Inter-modulation in the measurement system is reduced by attenuation, This fundamental technique will not be discussed in this note as it is widely understood, and common to all measurement systems.

This note improves upon the other side of the equation, that of the measurement system noise floor. Since IPx measurements are generally done with significant attenuation to avoid system created IM products, the desired IM signal is generally close at a very low amplitude.

The receiver in the Ri7100 and Cassini systems, is a two stage down-conversion system. The first stage down-converts to a 21.4 MHz IF, the signal is then filtered to a 7kHz bandwidth, then amplified by an IF amplifier, and the second stage down converts to DC for detection.

There are two mechanisms that will affect the floor of this measurement. First noise, but more importantly in this case, leakages, spurs and offsets. The DC level at the A/Ds in the absence of a signal under test, will be a function of any 21.4 MHz spur on the RX LO, any leakage of 21.4 MHz of the detector board LO into the system and the residual DC offsets of the RX IQ demodulator. This will in effect set a floor for any signal measurement at the exact tuned receiver frequency.

In the diagram below, A simple representation of a measurement of a 1000 MHz signal is shown. That frequency establishes an RX LO frequency of 1021.4 MHz.

the three limiting signals are represented in red. Any signal on the RX LO 21.4 MHz away for the frequency of 1021.4 will show up on top of the desired dut signal. Any leakage for the 21.4 MHz LO will be there as well. After they are all down-coverted to DC they will be adding to the DC offsets of the demodulator. In effect this sets a floor to the measurement but it isn't a "noise" floor.

We have a way around this spurious measurement floor. The receiver's detector has bandwidth greater than DC and the IF filter's 7kHz Bandwidth can be utilized.

The technique is to offset the set measurement receiver's frequency enough to move away from the DC term and yet keep the desired tone inside the 7kHz IF Bandwidth. A 2 kHz offset is sufficient.
In the example below, the desired is still at 1000 MHz, but in this case the RX is tuned to 1000.002 MHz. This creates two signals in the IF, both the leakages that occur exactly at 21.4 MHz and the desired tone at 21.402 MHz. When they are both mised with the final LO, the 21.4 tones end up at DC and the 21.402 tones show up as a 2 kHz sinusoid.

Here is a test plan example on the Cassini system the implements the measurement. The Value of A at Freq B calcualtion does a DFT calc on the wave form and extracts the voltage at 2 kHz. When using the value in additional calculations be sure to convert to the appropriate units (power dBm etc)

Here is an example from the Ri7100. It is worth noting that the in both Cassini and the 7100 the frequency offset function can be used.

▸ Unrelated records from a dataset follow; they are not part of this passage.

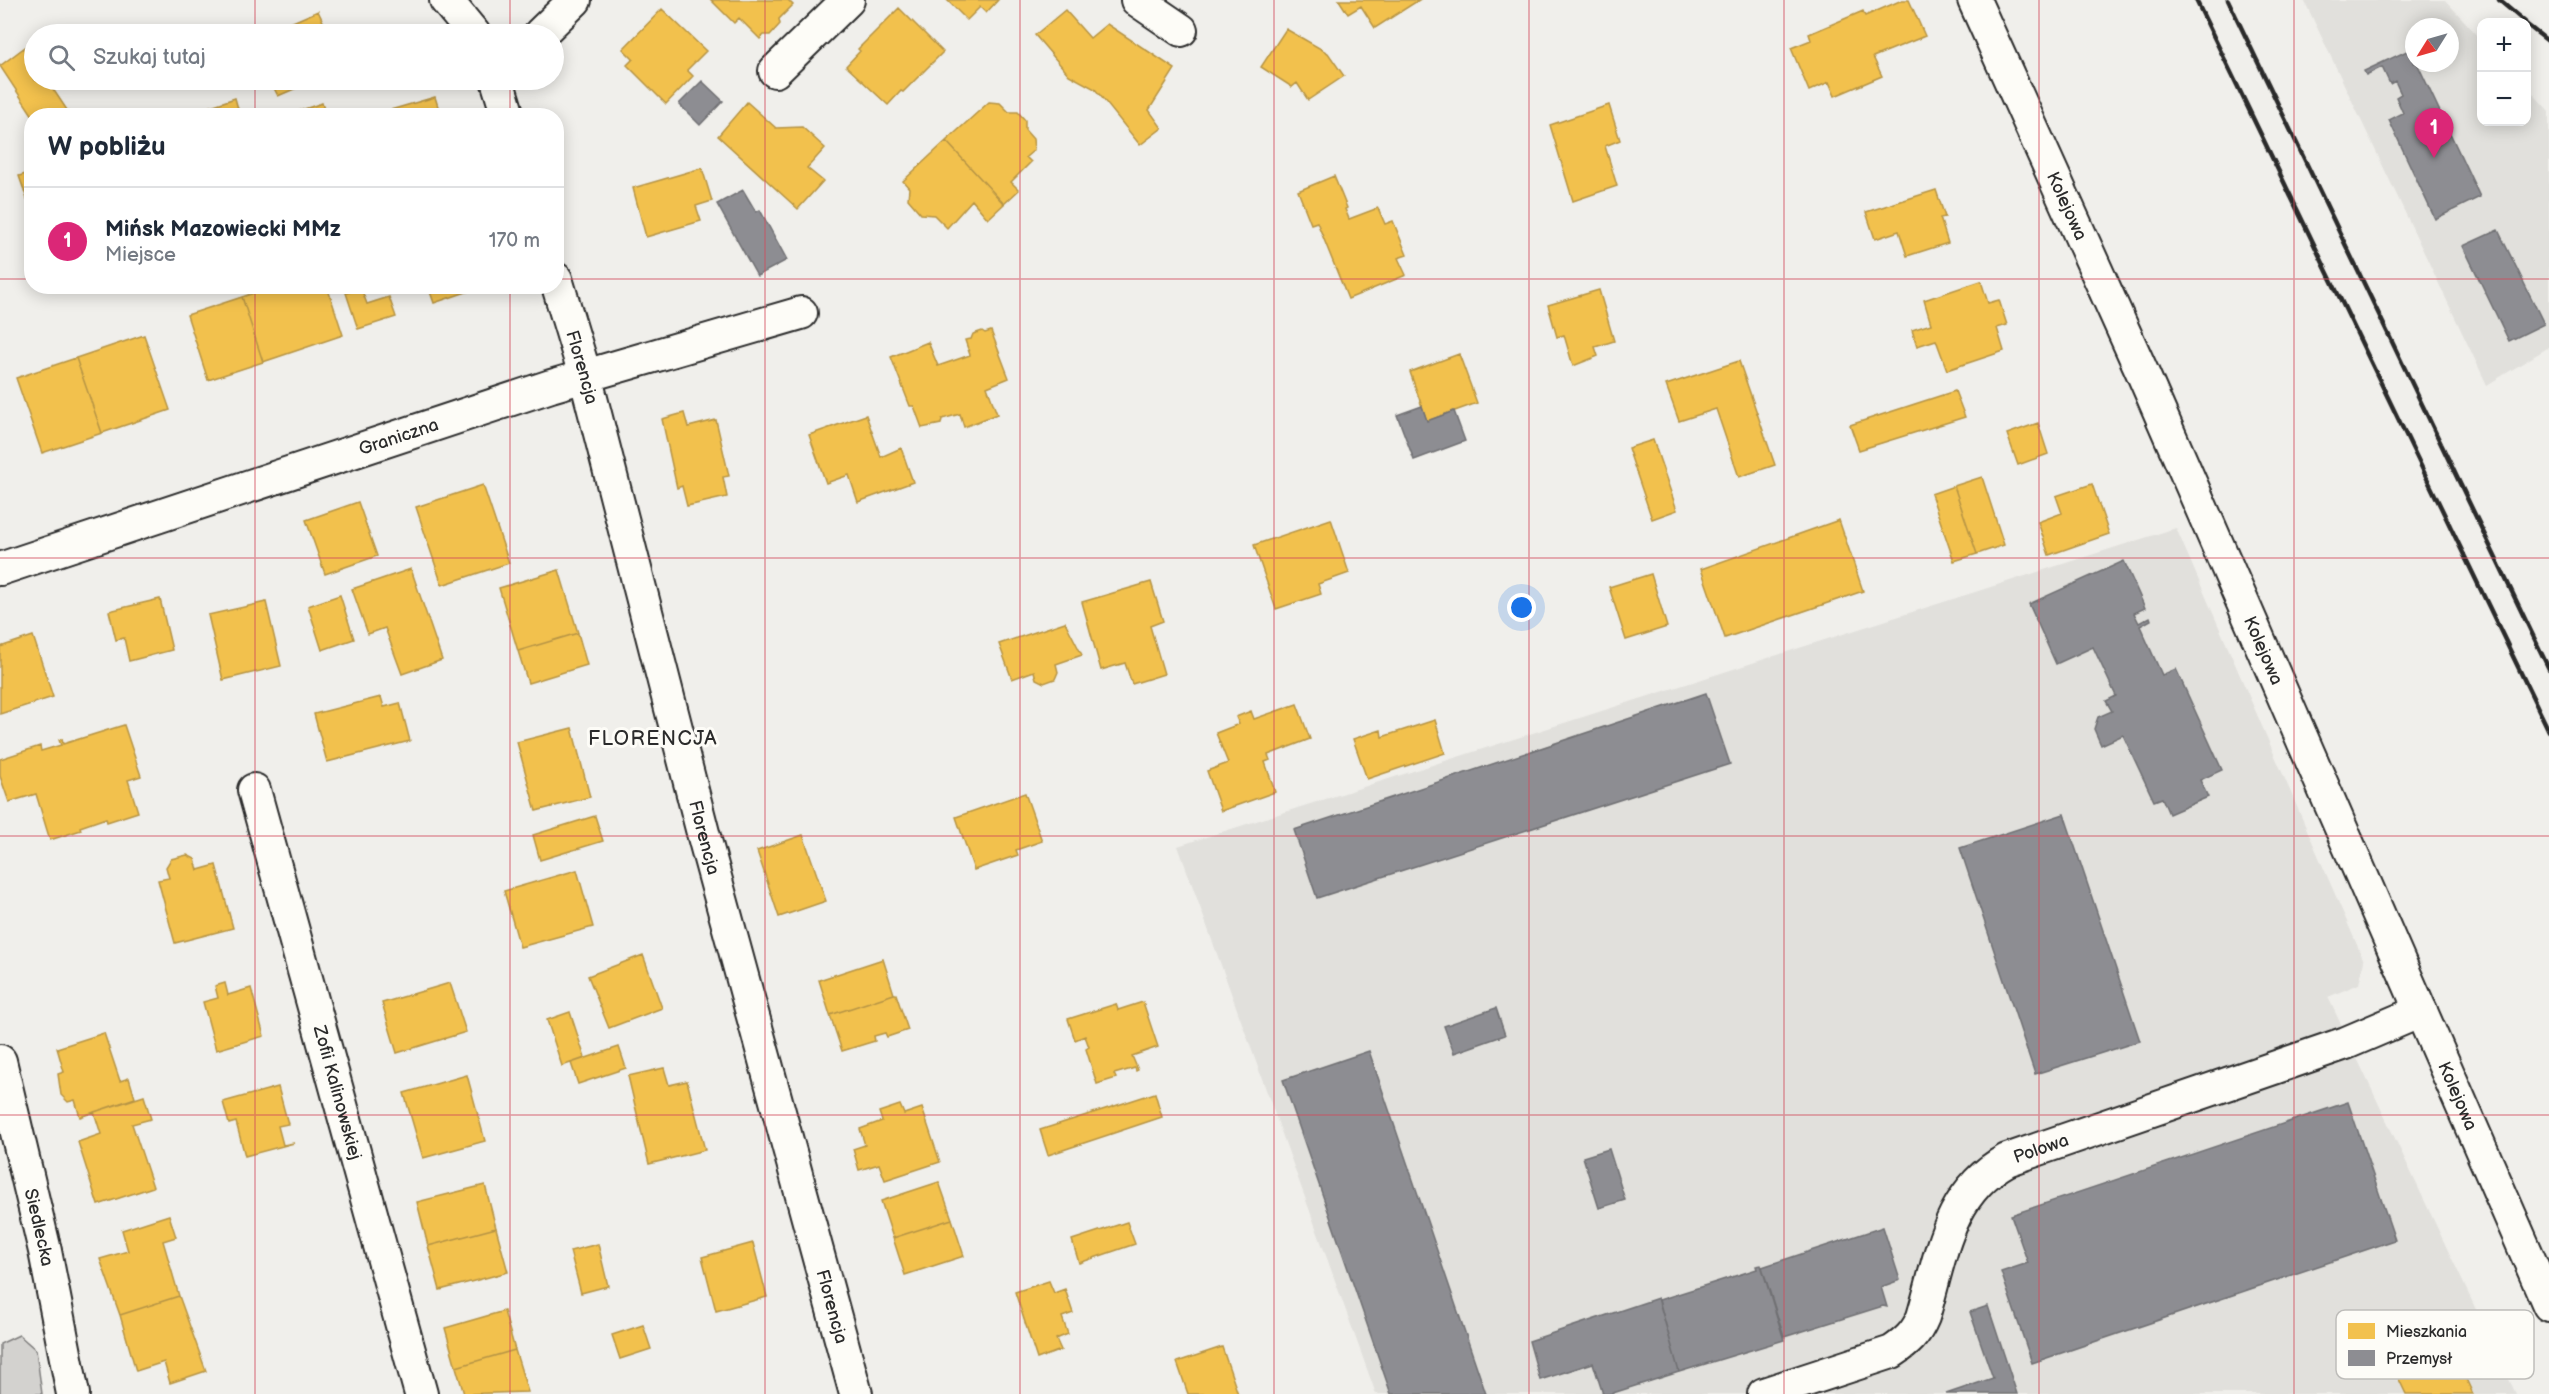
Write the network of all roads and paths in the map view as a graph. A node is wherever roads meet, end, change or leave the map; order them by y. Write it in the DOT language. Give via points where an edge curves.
graph roads {
  1 [pos="446,0"];
  2 [pos="574,0"];
  3 [pos="848,0"];
  4 [pos="1137,0"];
  5 [pos="1974,0"];
  6 [pos="466,24"];
  7 [pos="550,24"];
  8 [pos="1181,30"];
  9 [pos="776,70"];
  10 [pos="500,90"];
  11 [pos="506,108"];
  12 [pos="561,294"];
  13 [pos="801,313"];
  14 [pos="585,375"];
  15 [pos="0,568"];
  16 [pos="254,790"];
  17 [pos="2421,1011"];
  18 [pos="0,1061"];
  19 [pos="2549,1305"];
  20 [pos="73,1394"];
  21 [pos="421,1394"];
  22 [pos="856,1394"];
  23 [pos="1764,1394"];
  1 -- 6 [label="street"];
  2 -- 7 [label="street"];
  3 -- 9 [label="street"];
  4 -- 8 [label="street"];
  5 -- 17 [label="street, Kolejowa" via="2143,374"];
  10 -- 11 [label="street"];
  12 -- 14 [label="street, Florencja"];
  13 -- 14 [label="street, Graniczna"];
  14 -- 15 [label="street, Graniczna"];
  14 -- 22 [label="street, Florencja" via="703,833"];
  16 -- 21 [label="street, Zofii Kalinowskiej"];
  17 -- 19 [label="street, Kolejowa"];
  17 -- 23 [label="street, Polowa" via="2346,1043 2007,1160 1991,1169 1964,1198 1952,1218 1923,1317 1917,1332 1906,1343 1892,1352"];
  18 -- 20 [label="street, Siedlecka" via="45,1251"];
}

Here is a spectral representation from the tester showing both the DC residuals and the desired signal for a reasonably measurable signal (20 dB above the DC spur).

In this case the 2 kHz signal is approximately equal to the residual spur. If the tone was at the DC, the vector sum, measurement to measurement would give a rather poor standard deviation (+6, - infinity, log scale)

In this case the desired tone is actually below the input referenced signal level of the spur. This would not have been mensurable at all in the conventional case.

Here is a graphical representation of measuring an IM tone, both in the offset mode and directly tuned to the signal.
When directly tuned to the signal the apparent level of the desired tone hits a floor, that in effect is the DC residual at the detectors.. When measuring with the offset approach, the signal can be measured significantly lower in power, until it reaches the real noise floor of the system.

When this same data is referenced to the main tone in the IM measurement, the actual SFDR of the measurement is the result. In this case the effective C/I range of the system went from less than 70 dB to more than 80.